• EXERCISE AIM: Because only the count matters, report how many lines in the material hold the string "edges" and nothing more.

──────── DATA TO USE

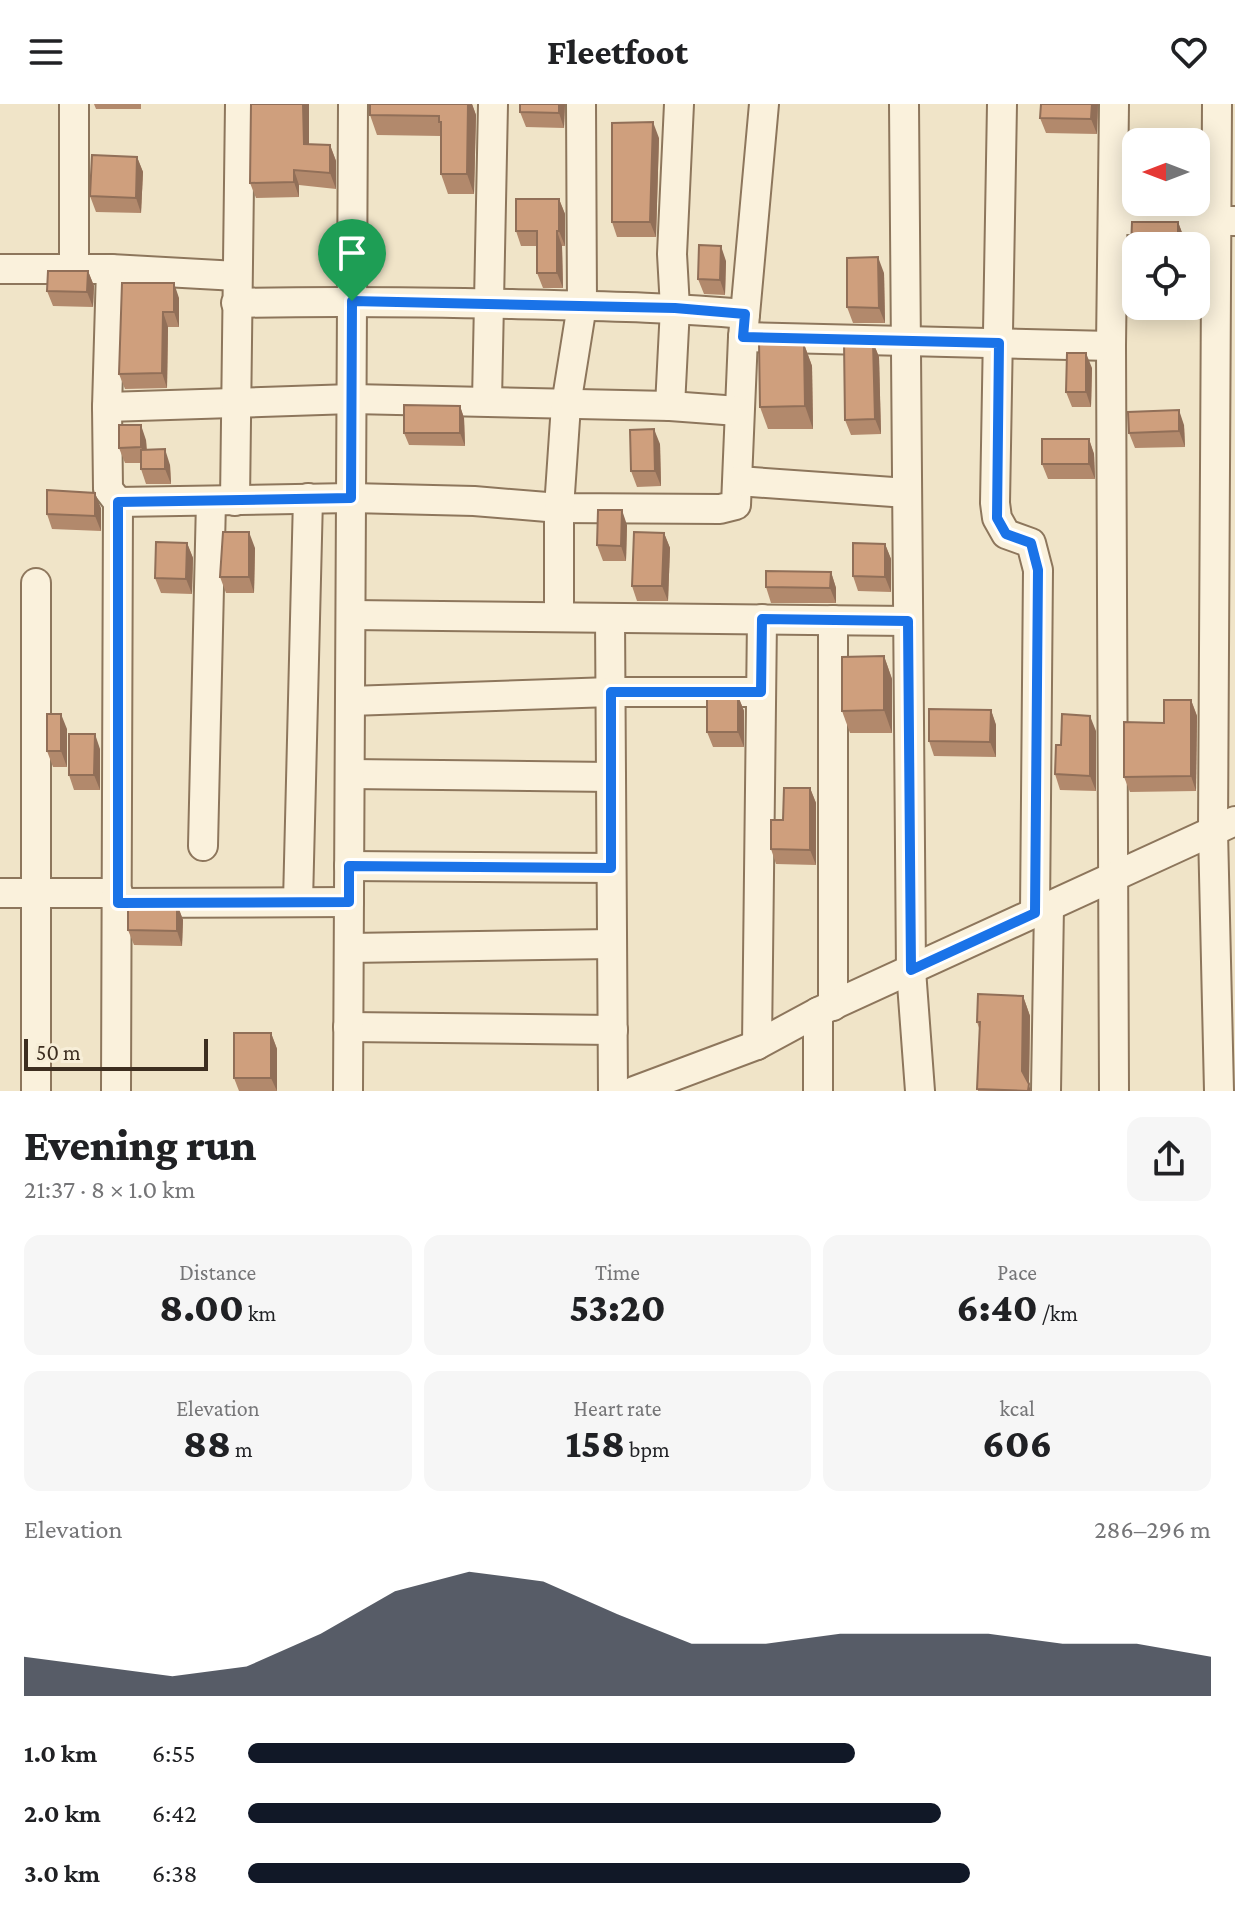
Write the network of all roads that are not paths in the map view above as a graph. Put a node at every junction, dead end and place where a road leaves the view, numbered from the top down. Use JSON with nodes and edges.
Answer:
{"nodes":[{"id":1,"x":74,"y":104,"type":"edge"},
{"id":2,"x":240,"y":104,"type":"edge"},
{"id":3,"x":353,"y":104,"type":"edge"},
{"id":4,"x":493,"y":104,"type":"edge"},
{"id":5,"x":581,"y":104,"type":"edge"},
{"id":6,"x":679,"y":104,"type":"edge"},
{"id":7,"x":764,"y":104,"type":"edge"},
{"id":8,"x":904,"y":104,"type":"edge"},
{"id":9,"x":1002,"y":104,"type":"edge"},
{"id":10,"x":1114,"y":104,"type":"edge"},
{"id":11,"x":1223,"y":115,"type":"edge"},
{"id":12,"x":1114,"y":220,"type":"junction"},
{"id":13,"x":1226,"y":221,"type":"edge"},
{"id":14,"x":0,"y":269,"type":"edge"},
{"id":15,"x":74,"y":269,"type":"junction"},
{"id":16,"x":111,"y":269,"type":"junction"},
{"id":17,"x":236,"y":289,"type":"junction"},
{"id":18,"x":352,"y":301,"type":"junction"},
{"id":19,"x":490,"y":304,"type":"junction"},
{"id":20,"x":582,"y":305,"type":"junction"},
{"id":21,"x":675,"y":308,"type":"junction"},
{"id":22,"x":1226,"y":318,"type":"edge"},
{"id":23,"x":744,"y":326,"type":"junction"},
{"id":24,"x":906,"y":341,"type":"junction"},
{"id":25,"x":999,"y":343,"type":"junction"},
{"id":26,"x":1111,"y":346,"type":"junction"},
{"id":27,"x":352,"y":399,"type":"junction"},
{"id":28,"x":236,"y":401,"type":"junction"},
{"id":29,"x":487,"y":401,"type":"junction"},
{"id":30,"x":566,"y":405,"type":"junction"},
{"id":31,"x":670,"y":406,"type":"junction"},
{"id":32,"x":107,"y":407,"type":"junction"},
{"id":33,"x":738,"y":411,"type":"junction"},
{"id":34,"x":1225,"y":419,"type":"edge"},
{"id":35,"x":738,"y":481,"type":"junction"},
{"id":36,"x":907,"y":493,"type":"junction"},
{"id":37,"x":308,"y":498,"type":"junction"},
{"id":38,"x":351,"y":498,"type":"junction"},
{"id":39,"x":223,"y":501,"type":"junction"},
{"id":40,"x":118,"y":502,"type":"junction"},
{"id":41,"x":559,"y":508,"type":"junction"},
{"id":42,"x":1225,"y":515,"type":"edge"},
{"id":43,"x":36,"y":583,"type":"dead end"},
{"id":44,"x":351,"y":615,"type":"junction"},
{"id":45,"x":559,"y":616,"type":"junction"},
{"id":46,"x":610,"y":618,"type":"junction"},
{"id":47,"x":762,"y":619,"type":"junction"},
{"id":48,"x":833,"y":620,"type":"junction"},
{"id":49,"x":908,"y":621,"type":"junction"},
{"id":50,"x":611,"y":692,"type":"junction"},
{"id":51,"x":761,"y":692,"type":"junction"},
{"id":52,"x":350,"y":701,"type":"junction"},
{"id":53,"x":350,"y":774,"type":"junction"},
{"id":54,"x":611,"y":777,"type":"junction"},
{"id":55,"x":1224,"y":826,"type":"edge"},
{"id":56,"x":203,"y":846,"type":"dead end"},
{"id":57,"x":349,"y":866,"type":"junction"},
{"id":58,"x":611,"y":868,"type":"junction"},
{"id":59,"x":1113,"y":877,"type":"junction"},
{"id":60,"x":0,"y":893,"type":"edge"},
{"id":61,"x":36,"y":893,"type":"junction"},
{"id":62,"x":118,"y":898,"type":"junction"},
{"id":63,"x":298,"y":902,"type":"junction"},
{"id":64,"x":349,"y":902,"type":"junction"},
{"id":65,"x":1042,"y":910,"type":"junction"},
{"id":66,"x":612,"y":944,"type":"junction"},
{"id":67,"x":349,"y":948,"type":"junction"},
{"id":68,"x":911,"y":970,"type":"junction"},
{"id":69,"x":826,"y":1009,"type":"junction"},
{"id":70,"x":348,"y":1027,"type":"junction"},
{"id":71,"x":613,"y":1030,"type":"junction"},
{"id":72,"x":757,"y":1045,"type":"junction"},
{"id":73,"x":36,"y":1091,"type":"edge"},
{"id":74,"x":116,"y":1091,"type":"edge"},
{"id":75,"x":348,"y":1091,"type":"edge"},
{"id":76,"x":613,"y":1091,"type":"edge"},
{"id":77,"x":634,"y":1091,"type":"edge"},
{"id":78,"x":818,"y":1091,"type":"edge"},
{"id":79,"x":920,"y":1091,"type":"edge"},
{"id":80,"x":1046,"y":1091,"type":"edge"},
{"id":81,"x":1114,"y":1091,"type":"edge"},
{"id":82,"x":1219,"y":1091,"type":"edge"}],
"edges":[{"from":1,"to":15,"type":"street"},
{"from":2,"to":17,"type":"street"},
{"from":3,"to":18,"type":"street"},
{"from":4,"to":19,"type":"street"},
{"from":5,"to":20,"type":"street"},
{"from":6,"to":21,"type":"street"},
{"from":7,"to":23,"type":"street"},
{"from":8,"to":24,"type":"street"},
{"from":9,"to":25,"type":"street"},
{"from":10,"to":12,"type":"street"},
{"from":11,"to":13,"type":"street"},
{"from":12,"to":13,"type":"street"},
{"from":12,"to":26,"type":"street"},
{"from":13,"to":22,"type":"street"},
{"from":14,"to":15,"type":"street"},
{"from":15,"to":16,"type":"street"},
{"from":16,"to":17,"type":"street"},
{"from":16,"to":32,"type":"street"},
{"from":17,"to":18,"type":"street"},
{"from":17,"to":28,"type":"street"},
{"from":18,"to":19,"type":"street"},
{"from":18,"to":27,"type":"street"},
{"from":19,"to":20,"type":"street"},
{"from":19,"to":29,"type":"street"},
{"from":20,"to":21,"type":"street"},
{"from":20,"to":30,"type":"street"},
{"from":21,"to":23,"type":"street"},
{"from":21,"to":31,"type":"street"},
{"from":22,"to":34,"type":"street"},
{"from":23,"to":24,"type":"street"},
{"from":23,"to":33,"type":"street"},
{"from":24,"to":25,"type":"street"},
{"from":24,"to":36,"type":"street"},
{"from":25,"to":26,"type":"street"},
{"from":25,"to":65,"type":"street"},
{"from":26,"to":59,"type":"street"},
{"from":27,"to":28,"type":"street"},
{"from":27,"to":29,"type":"street"},
{"from":27,"to":38,"type":"street"},
{"from":28,"to":32,"type":"street"},
{"from":28,"to":39,"type":"street"},
{"from":29,"to":30,"type":"street"},
{"from":30,"to":31,"type":"street"},
{"from":30,"to":41,"type":"street"},
{"from":31,"to":33,"type":"street"},
{"from":32,"to":40,"type":"street"},
{"from":33,"to":35,"type":"street"},
{"from":34,"to":42,"type":"street"},
{"from":35,"to":36,"type":"street"},
{"from":35,"to":41,"type":"street"},
{"from":36,"to":49,"type":"street"},
{"from":37,"to":38,"type":"street"},
{"from":37,"to":39,"type":"street"},
{"from":37,"to":63,"type":"street"},
{"from":38,"to":41,"type":"street"},
{"from":38,"to":44,"type":"street"},
{"from":39,"to":40,"type":"street"},
{"from":39,"to":56,"type":"street"},
{"from":40,"to":62,"type":"street"},
{"from":41,"to":45,"type":"street"},
{"from":42,"to":55,"type":"street"},
{"from":43,"to":61,"type":"street"},
{"from":44,"to":45,"type":"street"},
{"from":44,"to":52,"type":"street"},
{"from":45,"to":46,"type":"street"},
{"from":46,"to":47,"type":"street"},
{"from":46,"to":50,"type":"street"},
{"from":47,"to":48,"type":"street"},
{"from":47,"to":51,"type":"street"},
{"from":48,"to":49,"type":"street"},
{"from":48,"to":69,"type":"street"},
{"from":49,"to":68,"type":"street"},
{"from":50,"to":51,"type":"street"},
{"from":50,"to":52,"type":"street"},
{"from":50,"to":54,"type":"street"},
{"from":51,"to":72,"type":"street"},
{"from":52,"to":53,"type":"street"},
{"from":53,"to":54,"type":"street"},
{"from":53,"to":57,"type":"street"},
{"from":54,"to":58,"type":"street"},
{"from":55,"to":59,"type":"street"},
{"from":55,"to":82,"type":"street"},
{"from":57,"to":58,"type":"street"},
{"from":57,"to":64,"type":"street"},
{"from":58,"to":66,"type":"street"},
{"from":59,"to":65,"type":"street"},
{"from":59,"to":81,"type":"street"},
{"from":60,"to":61,"type":"street"},
{"from":61,"to":62,"type":"street"},
{"from":61,"to":73,"type":"street"},
{"from":62,"to":63,"type":"street"},
{"from":62,"to":74,"type":"street"},
{"from":63,"to":64,"type":"street"},
{"from":64,"to":67,"type":"street"},
{"from":65,"to":68,"type":"street"},
{"from":65,"to":80,"type":"street"},
{"from":66,"to":67,"type":"street"},
{"from":66,"to":71,"type":"street"},
{"from":67,"to":70,"type":"street"},
{"from":68,"to":69,"type":"street"},
{"from":68,"to":79,"type":"street"},
{"from":69,"to":72,"type":"street"},
{"from":69,"to":78,"type":"street"},
{"from":70,"to":71,"type":"street"},
{"from":70,"to":75,"type":"street"},
{"from":71,"to":76,"type":"street"},
{"from":72,"to":77,"type":"street"}]}
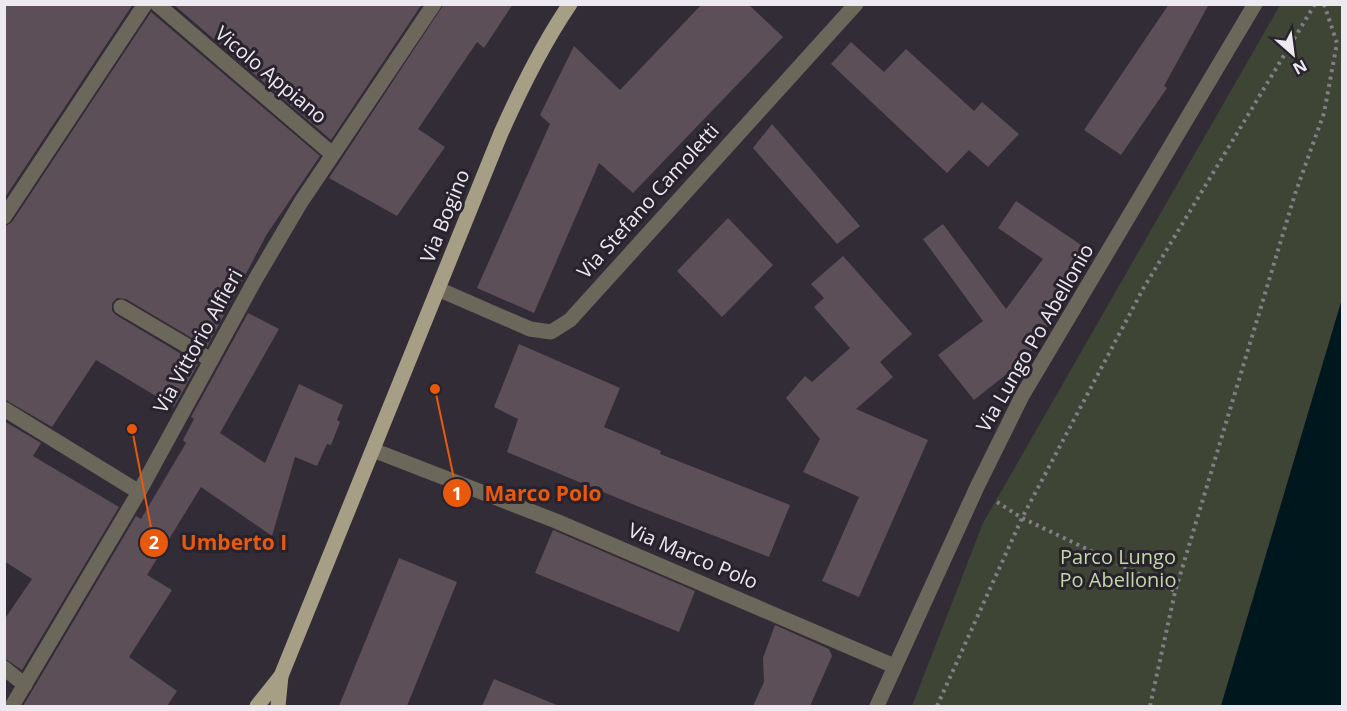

────────────────

• TASK OUTPUT: 2